Adjusting to Life in the Tropics is Easy and Fast

DSC_0058We loved our stay in New Zealand, but we really love our time in the tropics.

It has been over 2 weeks since our arrival in Fiji, and all of our hats, fleece, pants, and down comforters have been safely stored away, potentially forever. Our readjustment to life in the tropics is pretty much complete, and it was accelerated by the fact that we had some challenging (in a good way) guest logistics after our arrival in Savusavu.

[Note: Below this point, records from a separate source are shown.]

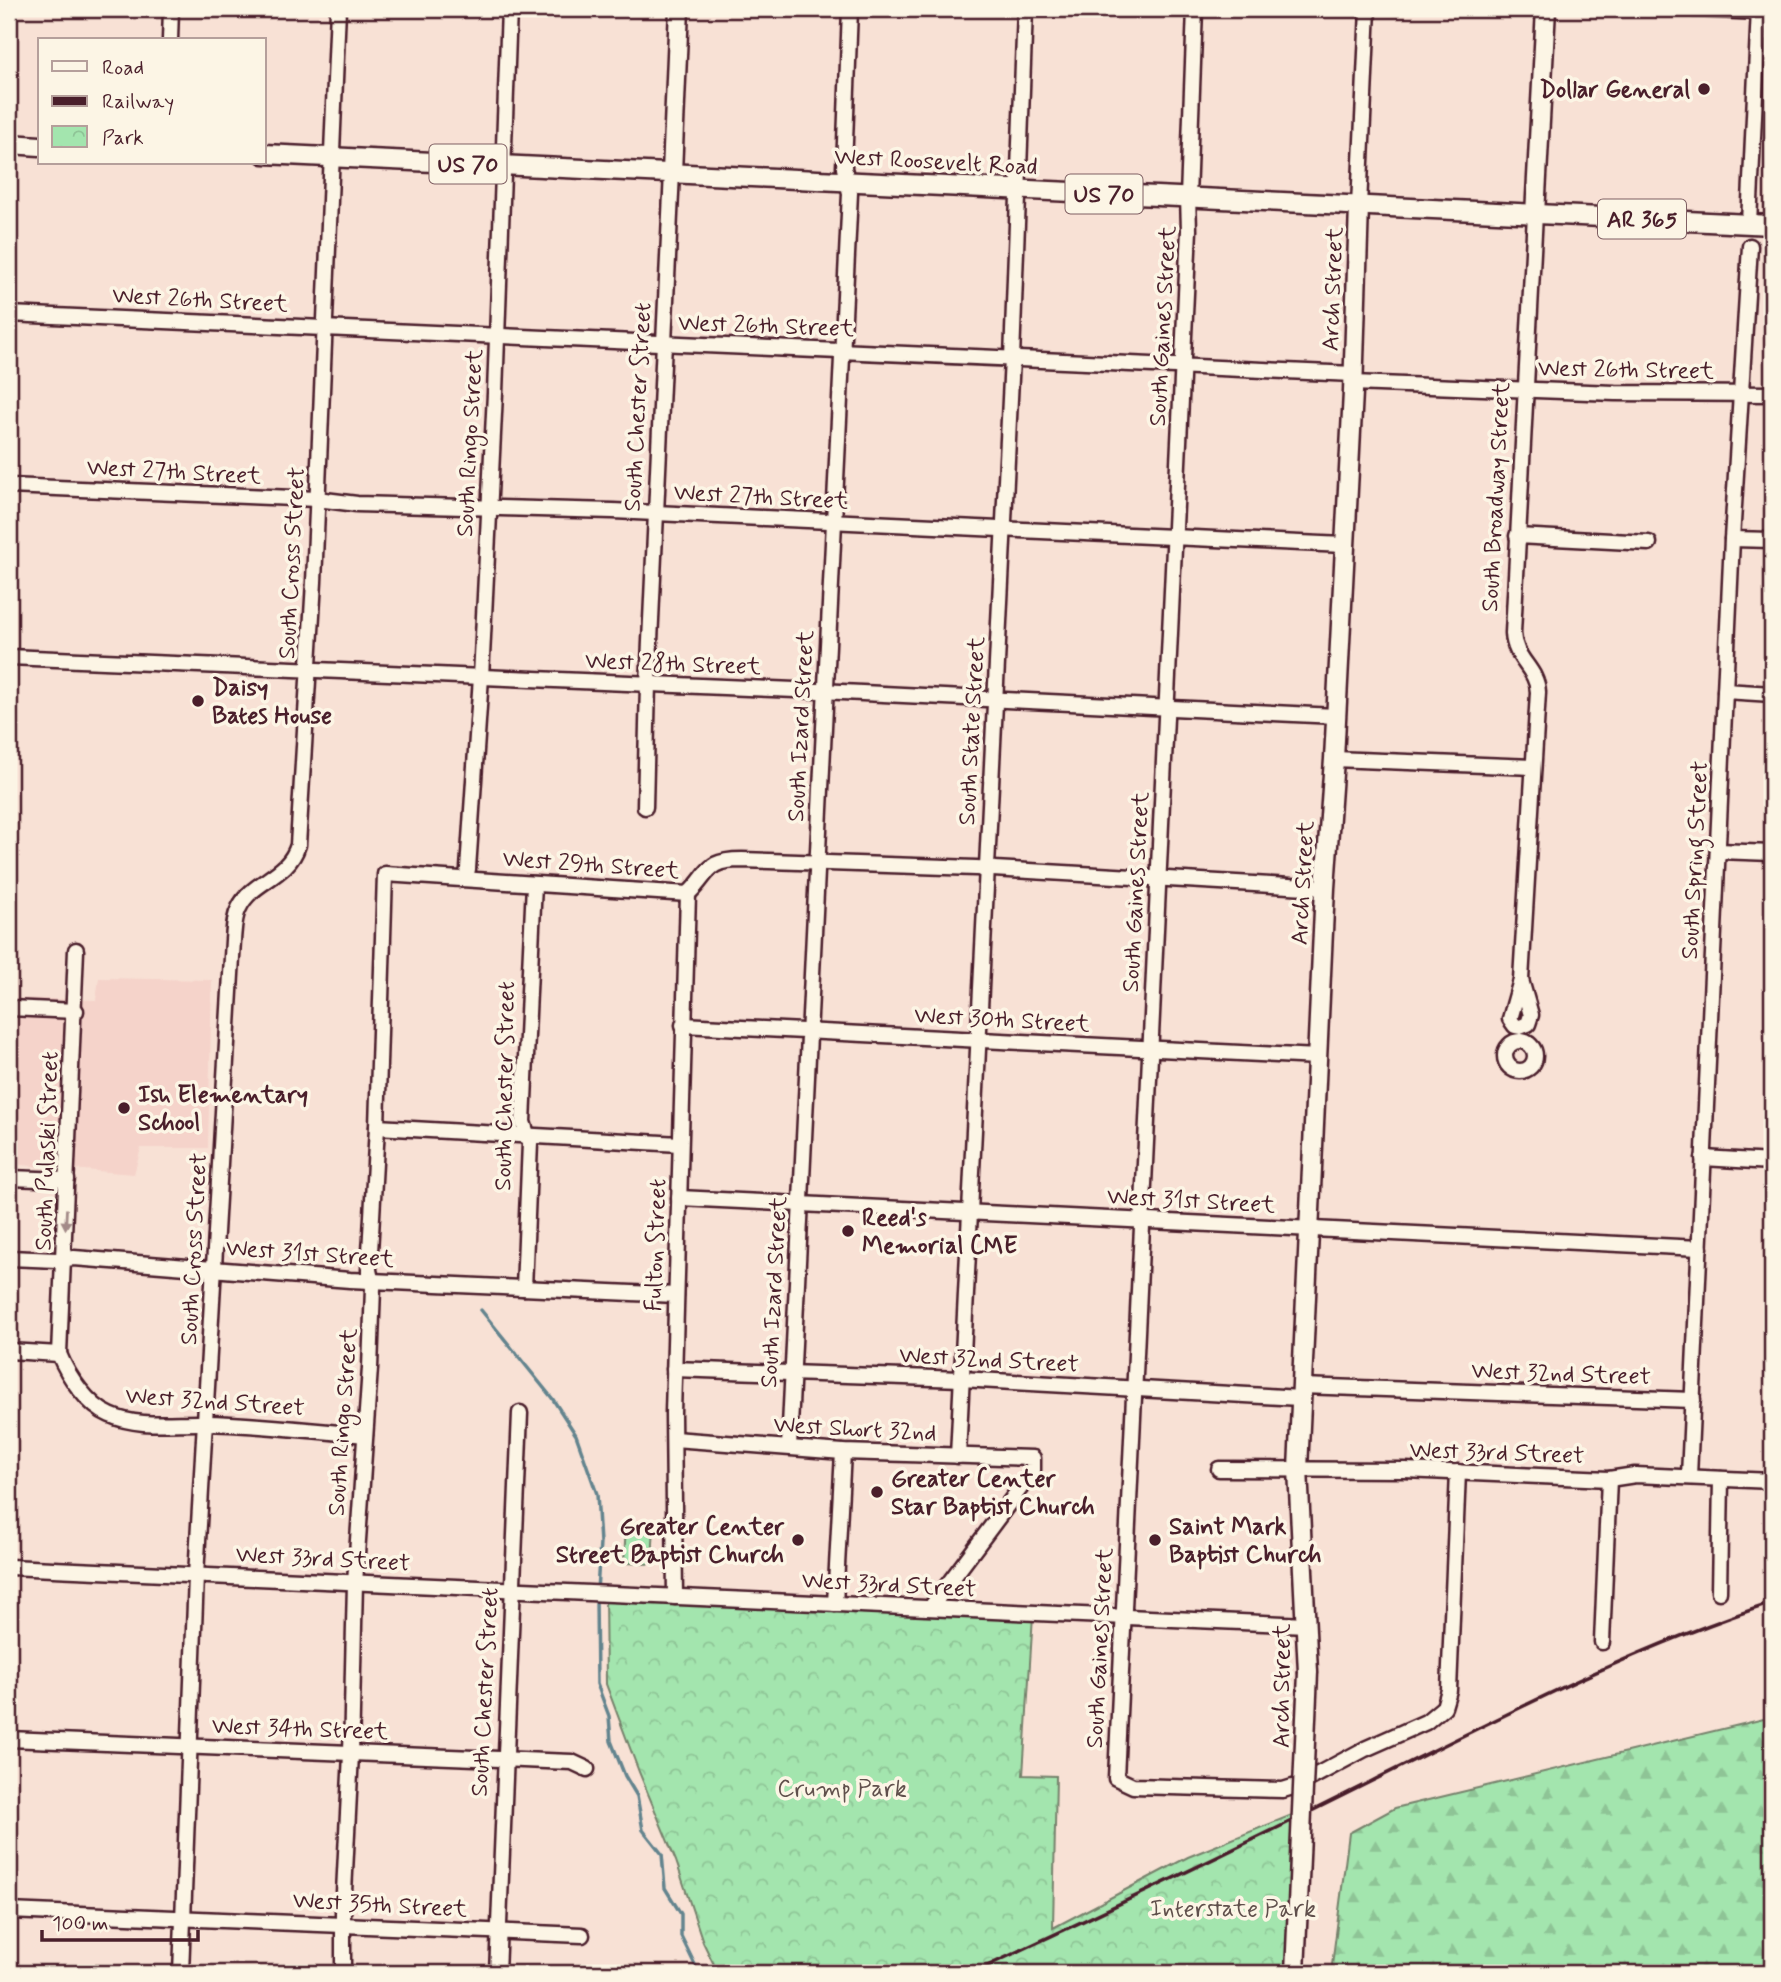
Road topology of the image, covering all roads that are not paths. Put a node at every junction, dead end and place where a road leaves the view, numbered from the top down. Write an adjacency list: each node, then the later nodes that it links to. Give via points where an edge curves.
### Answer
1 (171, 9): 12 (street)
2 (338, 9): 16 (street, South Cross Street)
3 (509, 9): 17 (street, South Ringo Street)
4 (679, 9): 18 (main road, South Chester Street)
5 (850, 9): 19 (street, South Izard Street, via 844,168)
6 (1025, 9): 20 (street, South State Street)
7 (1195, 9): 21 (street, South Gaines Street)
8 (1368, 9): 22 (street)
9 (1546, 9): 23 (main road, South Broadway Street)
10 (1694, 9): 11 (street)
11 (1759, 10): 24 (street)
12 (170, 38)
13 (9, 144): 14 (main road)
14 (38, 146)
15 (266, 154): 16 (main road, West Roosevelt Road / US 70)
16 (331, 158): 17 (main road, West Roosevelt Road / US 70); 28 (street, South Cross Street)
17 (502, 166): 18 (main road, West Roosevelt Road / US 70); 29 (street, South Ringo Street)
18 (672, 172): 19 (main road, West Roosevelt Road / US 70); 30 (street, South Chester Street)
19 (848, 181): 20 (main road, West Roosevelt Road / US 70); 31 (street, South Izard Street)
20 (1020, 190): 21 (main road, West Roosevelt Road / US 70); 32 (street, South State Street)
21 (1188, 197): 22 (main road, West Roosevelt Road / US 70); 33 (street, South Gaines Street)
22 (1359, 206): 23 (main road, West Roosevelt Road / US 70); 34 (main road, Arch Street)
23 (1535, 214): 24 (main road, West Roosevelt Road / AR 365); 35 (street, South Broadway Street)
24 (1749, 223): 25 (main road, West Roosevelt Road / AR 365)
25 (1772, 225)
26 (1750, 246): 36 (street, South Spring Street)
27 (9, 314): 28 (street, West 26th Street)
28 (324, 328): 29 (street, West 26th Street); 39 (street, South Cross Street)
29 (497, 335): 30 (street, West 26th Street); 40 (street, South Ringo Street)
30 (665, 343): 31 (street, West 26th Street); 41 (street, South Chester Street)
31 (841, 350): 32 (street, West 26th Street); 42 (street, South Izard Street)
32 (1012, 358): 33 (street, West 26th Street); 43 (street, South State Street)
33 (1183, 366): 34 (street, West 26th Street); 45 (street, South Gaines Street)
34 (1353, 378): 35 (street, West 26th Street); 49 (main road, Arch Street)
35 (1525, 389): 36 (street, West 26th Street); 44 (street, South Broadway Street)
36 (1739, 394): 37 (street, West 26th Street); 46 (street, South Spring Street)
37 (1772, 394)
38 (9, 486): 39 (street, West 27th Street)
39 (317, 499): 40 (street, West 27th Street); 51 (street, South Cross Street)
40 (489, 506): 41 (street, West 27th Street); 52 (street, South Ringo Street)
41 (657, 513): 42 (street, West 27th Street); 53 (street, South Chester Street)
42 (834, 522): 43 (street, West 27th Street); 55 (street, South Izard Street)
43 (1004, 531): 45 (street, West 27th Street); 57 (street, South State Street)
44 (1517, 536): 48 (street); 61 (street, South Broadway Street, via 1513,645 1538,685)
45 (1175, 537): 49 (street, West 27th Street); 58 (street, South Gaines Street)
46 (1732, 539): 47 (street); 54 (street, South Spring Street)
47 (1772, 540)
48 (1649, 543)
49 (1344, 545): 59 (main road, Arch Street)
50 (9, 657): 51 (street, West 28th Street)
51 (308, 669): 52 (street, West 28th Street); 97 (street, South Cross Street, via 296,851 289,864 243,901 235,922)
52 (481, 677): 53 (street, West 28th Street); 68 (street, South Ringo Street)
53 (648, 684): 55 (street, West 28th Street); 62 (street, South Chester Street)
54 (1725, 691): 56 (street); 63 (street, South Spring Street)
55 (825, 692): 57 (street, West 28th Street); 65 (street, South Izard Street)
56 (1772, 694)
57 (996, 700): 58 (street, West 28th Street); 66 (street, South State Street)
58 (1167, 708): 59 (street, West 28th Street); 69 (street, South Gaines Street)
59 (1336, 716): 60 (main road, Arch Street)
60 (1334, 759): 61 (street); 71 (main road, Arch Street)
61 (1533, 767): 78 (street, South Broadway Street, via 1521,980 1531,1015)
62 (645, 807)
63 (1718, 850): 64 (street); 85 (street, South Spring Street)
64 (1772, 853)
65 (817, 863): 66 (street, West 29th Street); 72 (street, West 29th Street, via 721,860); 77 (street, South Izard Street)
66 (987, 869): 69 (street, West 29th Street); 79 (street, South State Street)
67 (385, 874): 68 (street, West 29th Street); 82 (street, South Ringo Street)
68 (466, 878): 70 (street, West 29th Street)
69 (1158, 879): 71 (street, West 29th Street); 80 (street, South Gaines Street)
70 (534, 884): 72 (street, West 29th Street); 83 (street, South Chester Street, via 523,1122)
71 (1325, 888): 81 (main road, Arch Street)
72 (688, 894): 76 (street, Fulton Street)
73 (76, 950): 75 (street, South Pulaski Street)
74 (9, 1008): 75 (street)
75 (76, 1011): 88 (street, South Pulaski Street)
76 (683, 1025): 77 (street, West 30th Street); 84 (street, Fulton Street)
77 (809, 1031): 79 (street, West 30th Street); 90 (street, South Izard Street)
78 (1520, 1034)
79 (979, 1040): 80 (street, West 30th Street); 91 (street, South State Street)
80 (1150, 1049): 81 (street, West 30th Street); 92 (street, South Gaines Street)
81 (1318, 1057): 93 (main road, Arch Street)
82 (377, 1127): 83 (street); 98 (street, South Ringo Street)
83 (529, 1135): 84 (street); 99 (street, South Chester Street)
84 (680, 1144): 89 (street, Fulton Street)
85 (1703, 1158): 86 (street); 94 (street, South Spring Street)
86 (1772, 1162)
87 (9, 1178): 88 (street)
88 (67, 1180): 96 (street, South Pulaski Street, one-way to 96)
89 (679, 1198): 90 (street, West 31st Street); 100 (street, Fulton Street)
90 (800, 1203): 91 (street, West 31st Street); 104 (street, South Izard Street)
91 (969, 1213): 92 (street, West 31st Street); 105 (street, South State Street)
92 (1142, 1220): 93 (street, West 31st Street); 106 (street, South Gaines Street)
93 (1309, 1228): 94 (street, West 31st Street); 107 (main road, Arch Street)
94 (1700, 1248): 108 (street, South Spring Street)
95 (9, 1258): 96 (street, West 31st Street)
96 (65, 1259): 97 (street, West 31st Street); 102 (street, South Pulaski Street)
97 (212, 1269): 98 (street, West 31st Street); 110 (street, South Cross Street)
98 (371, 1281): 99 (street, West 31st Street); 111 (street, South Ringo Street)
99 (524, 1288): 100 (street, West 31st Street)
100 (676, 1295): 103 (street, Fulton Street)
101 (9, 1351): 102 (street)
102 (60, 1354): 110 (street, West 32nd Street, via 79,1388 108,1415 135,1422)
103 (674, 1369): 104 (street, West 32nd Street); 112 (street, Fulton Street)
104 (792, 1373): 105 (street, West 32nd Street); 113 (street, South Izard Street)
105 (961, 1379): 106 (street, West 32nd Street); 115 (street, South State Street)
106 (1134, 1389): 107 (street, West 32nd Street); 131 (street, South Gaines Street)
107 (1301, 1392): 108 (street, West 32nd Street); 117 (main road, Arch Street)
108 (1693, 1401): 119 (street, South Spring Street)
109 (520, 1413): 126 (street, South Chester Street)
110 (206, 1423): 111 (street, West 32nd Street); 124 (street, South Cross Street)
111 (365, 1435): 125 (street, South Ringo Street)
112 (674, 1439): 113 (street, West Short 32nd); 128 (street, Fulton Street)
113 (789, 1447): 114 (street, West Short 32nd)
114 (843, 1452): 115 (street, West Short 32nd); 129 (street)
115 (958, 1456): 130 (street, West Short 32nd, via 1033,1458 1033,1469)
116 (1219, 1469): 117 (street, West 33rd Street)
117 (1298, 1469): 118 (street, West 33rd Street); 132 (main road, Arch Street)
118 (1458, 1472): 120 (street, West 33rd Street); 131 (street, South Gaines Street, via 1446,1704 1426,1722 1296,1786 1283,1790 1133,1786 1116,1779)
119 (1689, 1476): 120 (street, West 33rd Street); 121 (street, West 33rd Street)
120 (1609, 1479): 133 (street)
121 (1721, 1479): 122 (street, West 33rd Street); 127 (street)
122 (1772, 1480)
123 (9, 1567): 124 (street, West 33rd Street)
124 (196, 1576): 125 (street, West 33rd Street); 135 (street, South Cross Street)
125 (355, 1583): 126 (street, West 33rd Street); 136 (street, South Ringo Street)
126 (513, 1589): 128 (street, West 33rd Street); 137 (street, South Chester Street)
127 (1718, 1591)
128 (675, 1597): 129 (street, West 33rd Street)
129 (835, 1604): 130 (street, West 33rd Street)
130 (931, 1607): 131 (street, West 33rd Street)
131 (1123, 1618): 132 (street, West 33rd Street)
132 (1306, 1625): 147 (main road, Arch Street, bridge)
133 (1602, 1642)
134 (9, 1740): 135 (street, West 34th Street)
135 (191, 1746): 136 (street, West 34th Street); 140 (street, South Cross Street)
136 (351, 1754): 137 (street, West 34th Street); 141 (street, South Ringo Street)
137 (505, 1759): 138 (street, West 34th Street, via 572,1762); 142 (street, South Chester Street)
138 (587, 1769)
139 (9, 1910): 140 (street, West 35th Street)
140 (184, 1918): 141 (street, West 35th Street); 144 (street, South Cross Street)
141 (342, 1926): 142 (street, West 35th Street); 145 (street, South Ringo Street)
142 (498, 1932): 143 (street, West 35th Street); 146 (street, South Chester Street)
143 (582, 1935)
144 (181, 1973)
145 (343, 1973)
146 (497, 1973)
147 (1295, 1973)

If you recall, we had a full crew on the passage up from New Zealand, consisting of the four of us plus Dan and our friends Ravi and Alison (whom forevermore shall be referred to as “Ravison”.) The morning after we cleared customs, our friends Ian and Becky (remember “Hooked”?) arrived for a 10 day visit. That means we had a minimum of a 4-5 day period where Sophie had 9 souls on board. I say minimum because whenever guests join us in the tropics, I repeatedly try to convince them that “missing” their flight in order to remain in paradise for a few more days, in the greater scheme of things, is a much better choice than going back to another 3 days of work in the office.

Anyway, this chart shows how we managed people logistics over the 2 weeks.IMG_1347

The boat icon shows where we are currently located, in Savusavu. After Ian and Becky arrived, we motored down to that little anchor icon and spent 3 days of water fun offshore from the Cousteau Resort, one of the world’s first eco-friendly family vacation spots.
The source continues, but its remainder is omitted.